Sin dall’epoca degli studi all’Università di Waseda, Yokomitsu Riichi cominciò a pubblicare riviste amatoriali con gli amici, finché non esordì con due racconti sperimentali sulla rivista Bungei Shunjū (「 文芸春秋」), diretta da Kikuchi Kan. Nel 1924 fondò la rivista Bungei Jidai (「文芸時代) con Kawabata Yasunari.

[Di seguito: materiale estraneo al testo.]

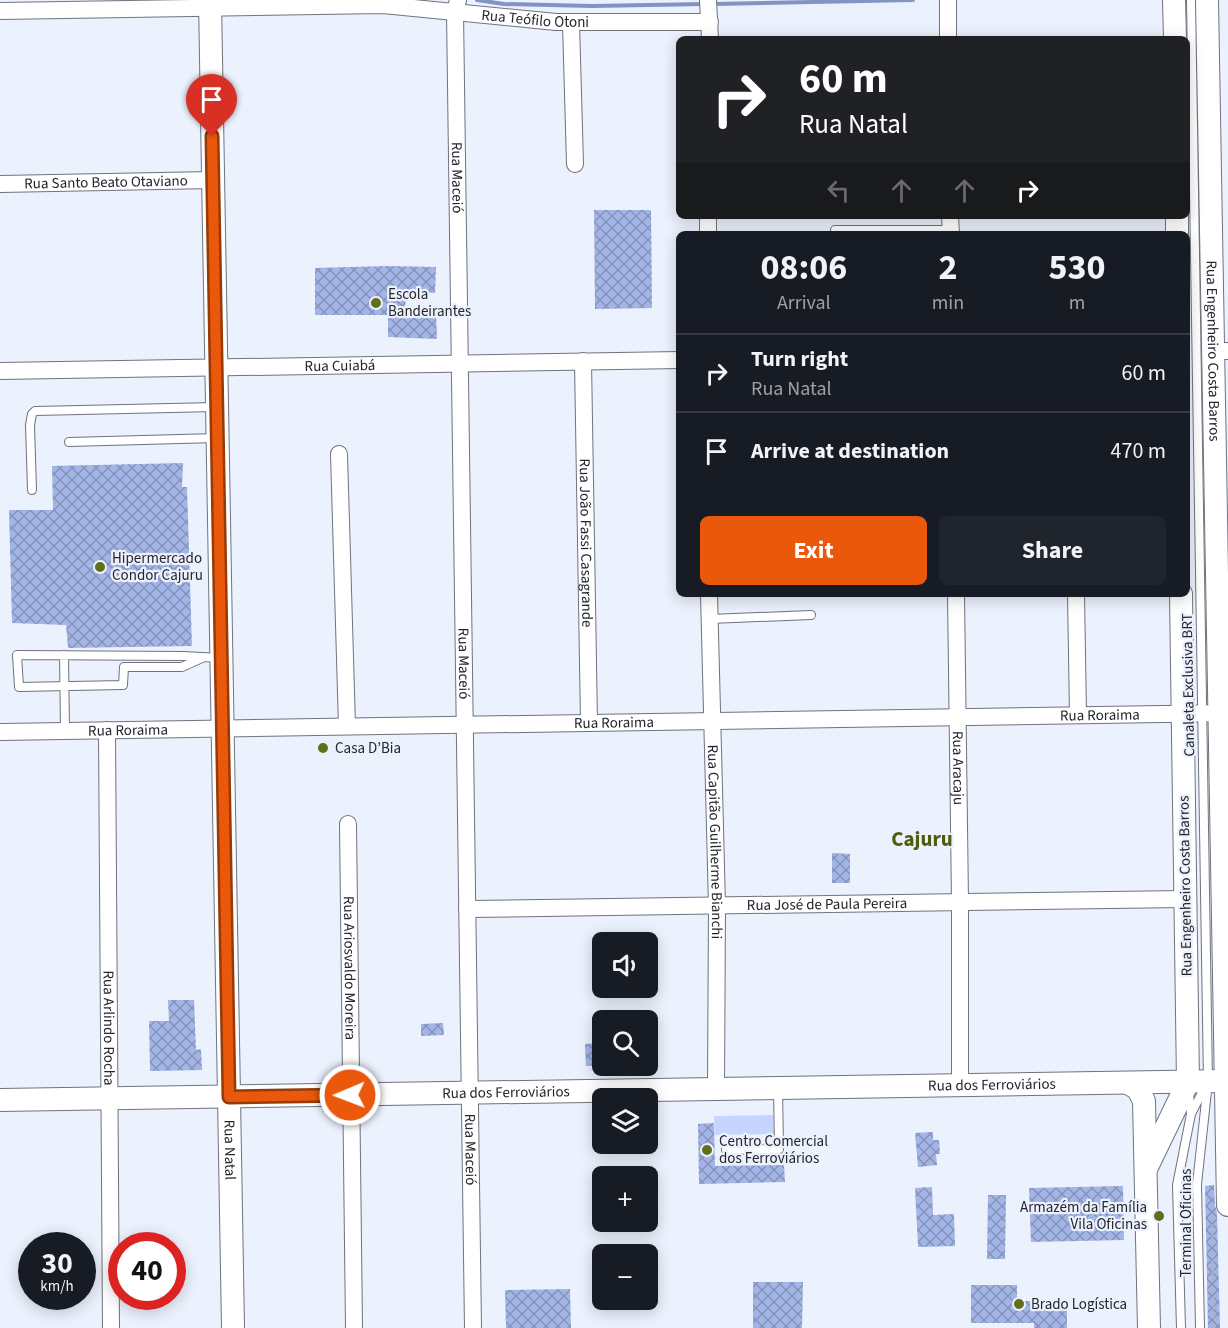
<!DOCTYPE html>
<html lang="en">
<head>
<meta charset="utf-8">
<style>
	:root { --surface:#171b24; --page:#20242c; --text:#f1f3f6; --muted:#9ea1a6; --line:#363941; --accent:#ea580c }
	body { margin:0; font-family:"Source Sans 3",sans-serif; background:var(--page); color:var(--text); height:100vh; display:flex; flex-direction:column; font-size:22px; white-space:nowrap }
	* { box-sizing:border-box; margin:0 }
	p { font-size:20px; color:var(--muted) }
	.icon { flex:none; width:33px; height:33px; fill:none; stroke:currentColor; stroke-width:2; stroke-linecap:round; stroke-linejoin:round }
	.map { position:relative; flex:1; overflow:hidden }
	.side { position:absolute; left:676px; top:231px; width:514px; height:366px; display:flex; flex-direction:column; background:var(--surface); border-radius:9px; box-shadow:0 3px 15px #0003 }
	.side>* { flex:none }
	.top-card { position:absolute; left:676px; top:36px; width:514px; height:183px; border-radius:9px; box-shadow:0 3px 15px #0003; background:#202124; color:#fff; overflow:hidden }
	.tools { position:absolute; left:592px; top:932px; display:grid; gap:12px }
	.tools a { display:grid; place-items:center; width:66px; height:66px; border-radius:9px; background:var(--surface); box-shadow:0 3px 15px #0003; font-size:30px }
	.speed { position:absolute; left:18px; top:1232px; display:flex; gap:12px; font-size:30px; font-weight:700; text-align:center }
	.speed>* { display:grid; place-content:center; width:78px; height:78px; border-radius:50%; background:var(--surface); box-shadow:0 3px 15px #0003; line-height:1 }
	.speed small { font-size:15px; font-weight:400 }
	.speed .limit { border:9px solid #d22; background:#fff; color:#111 }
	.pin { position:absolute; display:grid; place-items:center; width:51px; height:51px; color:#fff; margin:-62px -26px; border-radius:50% 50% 50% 0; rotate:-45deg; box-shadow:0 0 6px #0007 }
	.pin .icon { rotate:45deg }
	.me { position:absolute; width:66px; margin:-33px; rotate:269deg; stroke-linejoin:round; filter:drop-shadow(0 0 4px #0008) }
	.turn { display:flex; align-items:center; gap:21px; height:126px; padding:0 24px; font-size:27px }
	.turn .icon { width:78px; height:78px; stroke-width:2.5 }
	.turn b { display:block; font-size:42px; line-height:51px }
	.lanes { display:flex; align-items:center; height:57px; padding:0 24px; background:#0003; justify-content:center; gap:30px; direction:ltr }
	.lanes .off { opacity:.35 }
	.eta { display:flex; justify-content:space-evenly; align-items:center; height:102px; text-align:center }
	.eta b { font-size:36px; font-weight:700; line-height:42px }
	.cta { display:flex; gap:12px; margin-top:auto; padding:12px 24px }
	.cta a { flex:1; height:69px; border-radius:9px; background:var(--accent); color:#fff; font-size:24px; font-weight:700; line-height:69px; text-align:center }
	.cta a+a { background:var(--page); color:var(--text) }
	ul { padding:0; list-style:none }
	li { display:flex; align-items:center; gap:18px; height:78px; padding:0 24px; border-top:2px solid var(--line) }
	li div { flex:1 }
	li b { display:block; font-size:22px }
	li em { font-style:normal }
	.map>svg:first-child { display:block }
</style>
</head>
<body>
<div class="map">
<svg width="1228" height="1328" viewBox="0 0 1228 1328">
	<defs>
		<pattern id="building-cross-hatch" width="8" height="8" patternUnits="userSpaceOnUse" patternTransform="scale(1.5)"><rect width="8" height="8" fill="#a3b5e7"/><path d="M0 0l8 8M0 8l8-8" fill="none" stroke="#8593bb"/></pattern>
	</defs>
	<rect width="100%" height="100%" fill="#ecf1fe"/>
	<path fill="#c6d5ff" d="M773,1115l1,19 -59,1 -1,-19z"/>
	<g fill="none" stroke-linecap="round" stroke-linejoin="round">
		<path stroke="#8293c4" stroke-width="4" d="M477,0l27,4 88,2 113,-2
			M713,4l200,-4"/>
	</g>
	<path fill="url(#building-cross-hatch)" d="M594,210h57l1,98 -57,1z
		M388,266l48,1 -1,26 -29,-1 -1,22 31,-1 1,26 -49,-2v-22h-73v-47z
		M183,463l-1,24h5l5,159 -124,2 -2,-23 -54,-2 -3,-113h44l-1,-44z
		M832,853l18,1v29h-18z
		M168,1000h26l2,50 5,-1 1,21 -52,1 -1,-50h20z
		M443,1023l1,12 -23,1v-12z
		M600,1043l1,22 -15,1 -1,-22z
		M714,1123l1,43 69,-1 1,17 -86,2 -1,-60z
		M933,1132v8h6l1,14h-4l1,11 -19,2 -3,-34z
		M1214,1185l1,20 2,8 3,115h-12l-3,-142z
		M1123,1186l1,54 -93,2 -2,-54z
		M932,1187l1,28 21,-1 1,32 -37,1 -3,-59z
		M988,1195h18l-1,64h-18z
		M753,1282h50l-1,46h-49z
		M971,1285h46v16h50v27h-33v-5h-63z
		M570,1289l1,39h-65l-1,-38z"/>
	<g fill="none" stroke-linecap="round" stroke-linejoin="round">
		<g stroke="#6e737e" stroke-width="10">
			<path id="lane" d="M1191,0l17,1082 -11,102 3,144
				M835,230h116
				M69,442l148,-4
				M32,490l-2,-65 2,-11 3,-3 181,-4
				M710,619l101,-4
				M64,655l1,76
				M202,658l-20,9h-58l-1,18 -104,2 -2,-32 166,1 38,2
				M1191,1114l15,-29
				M726,1150l53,-1 -1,-60
				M1181,1328l-4,-143 14,-71 -2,-20"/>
		</g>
		<g stroke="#6e737e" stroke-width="18">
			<g id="street">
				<path id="s1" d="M458,0l-3,12 18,1316"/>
				<path d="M708,0l2,39"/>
				<path id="s2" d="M0,11l383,-6 173,17h154"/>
				<path d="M571,23l4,141"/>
				<path d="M948,39v-39"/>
				<path id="s3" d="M0,184l213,-4"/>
				<path d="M950,216l1,18"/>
				<path d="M708,234v-18"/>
				<path d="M1213,351h15"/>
				<path id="s4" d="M583,361l6,362"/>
				<path id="s5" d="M0,371l680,-11"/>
				<path d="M339,454l8,272"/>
				<path id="s6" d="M709,594l8,312 -1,183"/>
				<path id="s7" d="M956,594l4,308v184"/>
				<path d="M1076,594l2,121"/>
				<path id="s8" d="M107,730l4,598"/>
				<path id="s9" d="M0,732l1228,-19"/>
				<path id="s10" d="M348,824l6,504"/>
				<path id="s11" d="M467,909l718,-10"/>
			</g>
		</g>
		<g stroke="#6e737e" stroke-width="24">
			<g id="secondary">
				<path id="s12" d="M210,0l23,1328"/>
				<path d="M1174,0l1,39"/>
				<path id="s13" d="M1207,0l21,1205"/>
				<path d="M1177,216v18"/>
				<path d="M1128,1083l10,6 6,12 5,227"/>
				<path id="s14" d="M0,1100l1226,-19"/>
				<path d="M1146,1169l42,-87 -7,-488"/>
			</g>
		</g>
		<path stroke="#aeb2bc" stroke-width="2" stroke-dasharray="4.5 4.5" stroke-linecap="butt" d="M1212,1215l2,113"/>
		<use href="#lane" stroke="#fff" stroke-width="8"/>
		<use href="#street" stroke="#fff" stroke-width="16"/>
		<use href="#secondary" stroke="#fff" stroke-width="22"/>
	</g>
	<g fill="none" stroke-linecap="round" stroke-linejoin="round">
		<g stroke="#983908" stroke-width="15">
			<path id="route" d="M212,136l17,961 121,-2"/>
		</g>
		<use href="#route" stroke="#ea580c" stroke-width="10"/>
	</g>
	<g fill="#5f6f1b" stroke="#ecf1fe" stroke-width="2">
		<circle cx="376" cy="303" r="6"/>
		<circle cx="100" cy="567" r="6"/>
		<circle cx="323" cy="748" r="6"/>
		<circle cx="707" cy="1150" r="6"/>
		<circle cx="1159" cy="1216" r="6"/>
		<circle cx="1019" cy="1304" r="6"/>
	</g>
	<g text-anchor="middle" stroke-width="4.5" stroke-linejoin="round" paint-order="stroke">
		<g font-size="15" fill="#25262b" stroke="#ecf1fe">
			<text dy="5" stroke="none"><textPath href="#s2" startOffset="536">Rua Teófilo Otoni</textPath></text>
			<text dy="5" stroke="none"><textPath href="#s1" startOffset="178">Rua Maceió</textPath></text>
			<text dy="5" stroke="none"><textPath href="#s3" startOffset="106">Rua Santo Beato Otaviano</textPath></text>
			<text dy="5" stroke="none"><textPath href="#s13" startOffset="351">Rua Engenheiro Costa Barros</textPath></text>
			<text dy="5" stroke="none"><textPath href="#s5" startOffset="340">Rua Cuiabá</textPath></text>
			<text dy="5" stroke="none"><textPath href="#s4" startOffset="182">Rua João Fassi Casagrande</textPath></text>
			<text dy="5" stroke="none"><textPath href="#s1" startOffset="664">Rua Maceió</textPath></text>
			<text transform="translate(1188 685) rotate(-91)" y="5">Canaleta Exclusiva BRT</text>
			<text dy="5" stroke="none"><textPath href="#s9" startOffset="1100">Rua Roraima</textPath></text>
			<text dy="5" stroke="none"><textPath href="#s9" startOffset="614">Rua Roraima</textPath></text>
			<text dy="5" stroke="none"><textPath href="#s9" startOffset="128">Rua Roraima</textPath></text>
			<text dy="5" stroke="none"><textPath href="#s7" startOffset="174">Rua Aracaju</textPath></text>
			<text dy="5" stroke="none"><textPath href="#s6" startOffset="248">Rua Capitão Guilherme Bianchi</textPath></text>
			<text transform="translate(1185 886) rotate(-91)" y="5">Rua Engenheiro Costa Barros</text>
			<text dy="5" stroke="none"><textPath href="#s11" startOffset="360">Rua José de Paula Pereira</textPath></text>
			<text dy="5" stroke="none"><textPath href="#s10" startOffset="144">Rua Ariosvaldo Moreira</textPath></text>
			<text dy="5" stroke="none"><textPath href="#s8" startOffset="298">Rua Arlindo Rocha</textPath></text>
			<text dy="5" stroke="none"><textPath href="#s14" startOffset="992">Rua dos Ferroviários</textPath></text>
			<text dy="5" stroke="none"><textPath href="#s14" startOffset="506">Rua dos Ferroviários</textPath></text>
			<text dy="5" stroke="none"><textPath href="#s12" startOffset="1150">Rua Natal</textPath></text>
			<text dy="5" stroke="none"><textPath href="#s1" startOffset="1150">Rua Maceió</textPath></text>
			<text transform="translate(1186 1223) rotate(-90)" y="5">Terminal Oficinas</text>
		</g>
		<g font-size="15" fill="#25262b" stroke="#ecf1fe" text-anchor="start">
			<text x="388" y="299">Escola<tspan x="388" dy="17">Bandeirantes</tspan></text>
			<text x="112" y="563">Hipermercado<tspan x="112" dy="17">Condor Cajuru</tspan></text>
			<text x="335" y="753">Casa D’Bia</text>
			<text x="719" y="1146">Centro Comercial<tspan x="719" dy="17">dos Ferroviários</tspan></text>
			<text x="1147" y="1212" text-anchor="end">Armazém da Família<tspan x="1147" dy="17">Vila Oficinas</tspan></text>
			<text x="1031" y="1309">Brado Logística</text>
		</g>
		<g font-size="21" font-weight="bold" fill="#4e5c0c" stroke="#ecf1fe">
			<text x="922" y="846">Cajuru</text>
		</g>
	</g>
</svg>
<div class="tools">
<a><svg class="icon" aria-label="sound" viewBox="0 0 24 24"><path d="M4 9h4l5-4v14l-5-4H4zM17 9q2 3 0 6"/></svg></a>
<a><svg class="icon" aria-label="search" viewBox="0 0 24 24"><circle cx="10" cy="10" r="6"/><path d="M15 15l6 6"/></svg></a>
<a><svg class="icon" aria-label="layers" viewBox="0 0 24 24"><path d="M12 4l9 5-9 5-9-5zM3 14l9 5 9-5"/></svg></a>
<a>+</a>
<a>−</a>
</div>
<div class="speed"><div>30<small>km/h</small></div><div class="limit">40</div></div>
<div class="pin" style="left:212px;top:136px;background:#d93025"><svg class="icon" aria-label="arrive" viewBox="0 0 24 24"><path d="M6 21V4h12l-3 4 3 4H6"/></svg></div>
<svg class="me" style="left:350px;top:1095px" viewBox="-20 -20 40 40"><circle r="17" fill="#ea580c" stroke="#fff" stroke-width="3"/><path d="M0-11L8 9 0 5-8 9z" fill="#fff"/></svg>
<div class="top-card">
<div class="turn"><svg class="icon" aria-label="right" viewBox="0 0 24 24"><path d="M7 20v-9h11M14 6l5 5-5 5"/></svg><div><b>60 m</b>Rua Natal</div></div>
<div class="lanes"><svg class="icon off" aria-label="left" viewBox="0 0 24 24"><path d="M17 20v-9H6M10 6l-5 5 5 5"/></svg><svg class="icon off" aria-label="ahead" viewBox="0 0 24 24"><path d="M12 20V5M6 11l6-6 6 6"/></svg><svg class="icon off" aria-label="ahead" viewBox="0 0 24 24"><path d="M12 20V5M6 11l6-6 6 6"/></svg><svg class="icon" aria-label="right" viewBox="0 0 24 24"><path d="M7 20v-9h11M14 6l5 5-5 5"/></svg></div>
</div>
<section class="side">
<div class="eta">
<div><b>08:06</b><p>Arrival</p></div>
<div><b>2</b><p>min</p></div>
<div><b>530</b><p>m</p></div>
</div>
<ul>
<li><svg class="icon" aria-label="right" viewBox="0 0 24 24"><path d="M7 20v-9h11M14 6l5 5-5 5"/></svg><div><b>Turn right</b><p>Rua Natal</p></div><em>60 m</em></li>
<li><svg class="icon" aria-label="arrive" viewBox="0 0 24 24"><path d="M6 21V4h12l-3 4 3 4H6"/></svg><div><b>Arrive at destination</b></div><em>470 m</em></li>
</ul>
<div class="cta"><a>Exit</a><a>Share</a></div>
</section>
</div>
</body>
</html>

I suoi esperimenti d’esordio, dallo stile violento e aggressivo, immediatamente attirarono l’attenzione della critica: era l’inizio di una nuova estetica, che esprimeva l’urgenza di trasmettere la dimensione dei sensi in modo crudo e diretto.
Sebbene la Scuola delle Nuove Percezioni si estinse dopo pochi anni, ebbe un’enorme risonanza sia in patria che all’estero. Yokomitsu Riichi e Kawabata Yasunari continuarono a sviluppare insieme la loro idea di letteratura, interrogandosi su cosa rimanesse del Giappone classico, al di là dell’influenza esercitata dell’occidente, del colonialismo e della modernizzazione sfrenata degli ultimi decenni.
Il romanzo più celebre di Yokomitsu Riichi è Shanghai (『上海』, 1932). L’opera descrive una realtà vitale e delirante, resa ancora più caotica dalla difficile situazione politica e coloniale della metropoli. Per alcuni versi, può essere considerata un’opera speculare a La Banda di Asakusa (『浅草紅団』), che Kawabata Yasunari pubblicò tra il 1929 e il 1930.
Scritto nel 1925, a soli due anni dal terribile terremoto del Kanto, Sul fondo della città è un racconto breve, ma che già fa intravedere la scintilla d’ispirazione che porterà Yokumitsu Riichi alla stesura di Shanghai. Nel corso della narrazione, l’autore dipinge i bassifondi cittadini in tutta la loro più torbida miseria. Il protagonista, nei momenti in cui la tristezza esistenziale sembra sopraffarlo, si aggrappa alle “illusioni frammentate della città” e inizia a passare la realtà sotto la lente deformante della fantasia, grazie alla quale persino un logoro negozio di kimono si trasforma in un iridescente fondale marino. Lasciatosi alle spalle forme mostruose e magiche per salire su una “verde collina”, il protagonista può riprendere fiato e osservare con distacco il luogo disperato da cui proviene. La collina è il luogo sia fisico che metaforico dell’elevazione: qui per qualche ora l’uomo può dimenticarsi della propria miseria, persino del bisogno di guadagnarsi da vivere. Da qui riesce a vedere anche i quartieri ricchi della città, senza, tuttavia, sentirsi attratto da essi. I bassifondi, invece, lo richiamano con la loro palpitante vitalità. Anche i ricchi abitanti delle strade in cima alla collina, che di sera si riversano tra i banchi di paccottiglia del mercato notturno, ne subiscono l’inevitabile fascinazione.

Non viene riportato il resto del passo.